Prompt =>
Looking at the listing below, how many lines include "Main"? Answer with the number only.

Supplied material Start Marker

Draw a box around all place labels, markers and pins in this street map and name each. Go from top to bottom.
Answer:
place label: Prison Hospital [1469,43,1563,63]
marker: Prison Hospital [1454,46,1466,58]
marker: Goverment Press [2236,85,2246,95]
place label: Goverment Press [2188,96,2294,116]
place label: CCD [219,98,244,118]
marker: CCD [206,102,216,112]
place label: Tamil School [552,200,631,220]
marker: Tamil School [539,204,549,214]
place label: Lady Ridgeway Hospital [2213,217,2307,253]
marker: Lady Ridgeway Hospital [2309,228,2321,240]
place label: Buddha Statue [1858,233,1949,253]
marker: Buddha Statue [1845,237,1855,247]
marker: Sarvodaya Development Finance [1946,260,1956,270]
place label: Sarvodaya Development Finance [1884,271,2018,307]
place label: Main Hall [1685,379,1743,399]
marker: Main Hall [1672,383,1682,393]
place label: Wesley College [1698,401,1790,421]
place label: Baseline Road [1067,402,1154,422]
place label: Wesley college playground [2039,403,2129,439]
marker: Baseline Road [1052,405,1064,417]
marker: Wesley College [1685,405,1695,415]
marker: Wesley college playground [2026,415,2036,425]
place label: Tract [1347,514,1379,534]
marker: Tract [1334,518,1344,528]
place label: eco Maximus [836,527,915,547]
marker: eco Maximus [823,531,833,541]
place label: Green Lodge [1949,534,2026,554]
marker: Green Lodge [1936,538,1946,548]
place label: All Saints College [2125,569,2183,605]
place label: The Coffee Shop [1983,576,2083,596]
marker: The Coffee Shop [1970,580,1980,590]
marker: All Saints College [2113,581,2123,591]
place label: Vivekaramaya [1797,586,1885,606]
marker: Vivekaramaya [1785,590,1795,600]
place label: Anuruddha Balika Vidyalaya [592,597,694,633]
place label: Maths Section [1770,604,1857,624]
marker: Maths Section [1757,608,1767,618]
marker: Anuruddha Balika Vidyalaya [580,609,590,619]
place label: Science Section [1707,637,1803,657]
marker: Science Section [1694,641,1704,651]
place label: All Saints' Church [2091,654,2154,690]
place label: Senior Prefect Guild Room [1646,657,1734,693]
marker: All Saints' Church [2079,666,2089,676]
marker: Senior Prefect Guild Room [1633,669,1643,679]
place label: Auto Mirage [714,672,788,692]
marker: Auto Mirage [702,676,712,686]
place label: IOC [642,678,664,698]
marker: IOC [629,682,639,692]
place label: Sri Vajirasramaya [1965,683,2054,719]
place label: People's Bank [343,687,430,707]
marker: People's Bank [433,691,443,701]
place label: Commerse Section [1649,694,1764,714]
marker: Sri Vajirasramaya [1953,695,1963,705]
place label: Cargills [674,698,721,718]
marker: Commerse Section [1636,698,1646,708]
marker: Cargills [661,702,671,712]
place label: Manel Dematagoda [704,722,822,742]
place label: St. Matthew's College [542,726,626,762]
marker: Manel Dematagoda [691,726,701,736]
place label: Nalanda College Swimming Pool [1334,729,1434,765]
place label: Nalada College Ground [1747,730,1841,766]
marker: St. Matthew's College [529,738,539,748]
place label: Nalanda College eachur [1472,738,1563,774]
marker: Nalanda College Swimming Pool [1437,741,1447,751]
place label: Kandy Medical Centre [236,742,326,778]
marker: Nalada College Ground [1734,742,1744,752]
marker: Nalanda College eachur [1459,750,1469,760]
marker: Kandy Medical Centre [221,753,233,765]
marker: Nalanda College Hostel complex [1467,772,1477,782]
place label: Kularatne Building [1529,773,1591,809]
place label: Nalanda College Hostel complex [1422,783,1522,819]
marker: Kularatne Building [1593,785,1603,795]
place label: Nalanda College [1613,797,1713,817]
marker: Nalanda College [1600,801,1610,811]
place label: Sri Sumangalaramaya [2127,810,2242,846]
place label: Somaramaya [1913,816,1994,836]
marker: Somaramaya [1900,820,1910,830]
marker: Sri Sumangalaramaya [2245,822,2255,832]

Supplied material End Marker

Solved problem =>
2